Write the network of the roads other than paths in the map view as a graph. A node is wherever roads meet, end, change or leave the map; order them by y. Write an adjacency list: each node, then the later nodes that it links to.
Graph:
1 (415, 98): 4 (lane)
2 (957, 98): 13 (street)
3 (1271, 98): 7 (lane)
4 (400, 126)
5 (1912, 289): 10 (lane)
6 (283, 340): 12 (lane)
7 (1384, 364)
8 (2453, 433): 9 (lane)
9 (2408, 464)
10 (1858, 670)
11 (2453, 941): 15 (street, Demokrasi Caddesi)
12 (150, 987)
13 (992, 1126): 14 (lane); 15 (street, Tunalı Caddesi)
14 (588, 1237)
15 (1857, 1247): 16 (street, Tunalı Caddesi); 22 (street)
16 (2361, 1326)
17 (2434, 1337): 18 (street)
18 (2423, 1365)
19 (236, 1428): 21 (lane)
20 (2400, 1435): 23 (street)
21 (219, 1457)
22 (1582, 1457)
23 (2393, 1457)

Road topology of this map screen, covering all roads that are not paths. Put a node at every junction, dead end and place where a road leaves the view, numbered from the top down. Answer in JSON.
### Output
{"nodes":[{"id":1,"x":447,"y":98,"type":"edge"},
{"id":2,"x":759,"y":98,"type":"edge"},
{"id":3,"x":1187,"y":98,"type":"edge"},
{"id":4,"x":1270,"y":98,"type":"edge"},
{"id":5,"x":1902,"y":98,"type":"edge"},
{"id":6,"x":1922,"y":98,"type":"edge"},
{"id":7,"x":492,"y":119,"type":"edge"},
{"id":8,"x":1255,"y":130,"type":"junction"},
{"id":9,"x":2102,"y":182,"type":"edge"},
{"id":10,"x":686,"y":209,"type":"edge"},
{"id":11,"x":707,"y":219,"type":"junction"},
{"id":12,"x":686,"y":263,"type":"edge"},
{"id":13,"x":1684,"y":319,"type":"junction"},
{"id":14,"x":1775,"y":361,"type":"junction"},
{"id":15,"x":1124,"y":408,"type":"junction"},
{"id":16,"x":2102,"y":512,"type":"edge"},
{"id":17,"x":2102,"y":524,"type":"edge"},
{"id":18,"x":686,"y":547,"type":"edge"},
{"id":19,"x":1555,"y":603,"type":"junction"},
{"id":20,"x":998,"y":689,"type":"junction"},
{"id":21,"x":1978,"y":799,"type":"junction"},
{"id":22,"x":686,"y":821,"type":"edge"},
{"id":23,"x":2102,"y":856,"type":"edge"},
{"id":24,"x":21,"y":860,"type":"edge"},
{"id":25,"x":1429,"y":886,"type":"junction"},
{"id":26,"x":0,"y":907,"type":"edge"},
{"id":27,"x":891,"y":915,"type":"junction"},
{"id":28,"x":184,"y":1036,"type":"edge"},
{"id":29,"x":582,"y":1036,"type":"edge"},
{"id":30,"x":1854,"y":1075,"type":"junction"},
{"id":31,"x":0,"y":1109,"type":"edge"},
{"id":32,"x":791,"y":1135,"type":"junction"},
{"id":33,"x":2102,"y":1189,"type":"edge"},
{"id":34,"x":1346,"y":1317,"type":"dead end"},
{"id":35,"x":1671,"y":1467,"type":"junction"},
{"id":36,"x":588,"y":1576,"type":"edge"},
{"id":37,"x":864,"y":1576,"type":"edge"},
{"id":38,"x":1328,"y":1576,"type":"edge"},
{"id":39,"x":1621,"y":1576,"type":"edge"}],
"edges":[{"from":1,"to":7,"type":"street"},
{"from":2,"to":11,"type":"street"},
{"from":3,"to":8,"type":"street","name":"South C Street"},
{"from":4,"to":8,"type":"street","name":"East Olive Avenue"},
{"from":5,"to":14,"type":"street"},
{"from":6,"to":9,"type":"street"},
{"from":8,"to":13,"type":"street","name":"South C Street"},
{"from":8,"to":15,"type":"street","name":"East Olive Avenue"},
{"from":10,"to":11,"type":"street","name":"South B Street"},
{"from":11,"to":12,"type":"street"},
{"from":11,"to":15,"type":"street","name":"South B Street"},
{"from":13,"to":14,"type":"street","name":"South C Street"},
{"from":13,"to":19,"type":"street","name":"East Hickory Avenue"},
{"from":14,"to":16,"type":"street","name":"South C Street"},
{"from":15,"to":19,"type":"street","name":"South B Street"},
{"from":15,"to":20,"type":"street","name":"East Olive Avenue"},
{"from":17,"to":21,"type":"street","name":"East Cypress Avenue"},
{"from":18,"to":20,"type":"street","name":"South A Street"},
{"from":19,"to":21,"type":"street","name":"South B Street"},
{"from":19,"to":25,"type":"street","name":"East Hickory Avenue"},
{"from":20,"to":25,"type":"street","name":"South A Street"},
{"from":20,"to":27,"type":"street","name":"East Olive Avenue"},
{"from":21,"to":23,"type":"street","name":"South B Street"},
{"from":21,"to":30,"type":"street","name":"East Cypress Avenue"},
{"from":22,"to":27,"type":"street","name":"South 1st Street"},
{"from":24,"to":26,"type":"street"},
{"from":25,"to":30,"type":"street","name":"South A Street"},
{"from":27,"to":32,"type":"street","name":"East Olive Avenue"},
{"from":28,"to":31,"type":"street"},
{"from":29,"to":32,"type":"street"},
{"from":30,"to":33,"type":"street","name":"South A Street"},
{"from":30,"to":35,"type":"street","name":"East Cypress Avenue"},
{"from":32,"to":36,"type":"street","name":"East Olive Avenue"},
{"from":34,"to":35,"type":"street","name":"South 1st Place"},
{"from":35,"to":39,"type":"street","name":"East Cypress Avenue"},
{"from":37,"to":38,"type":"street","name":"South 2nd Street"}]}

--

Give the number of lines in the material above that have the word "roads" in them, and nothing more.

Result of the exercise: 2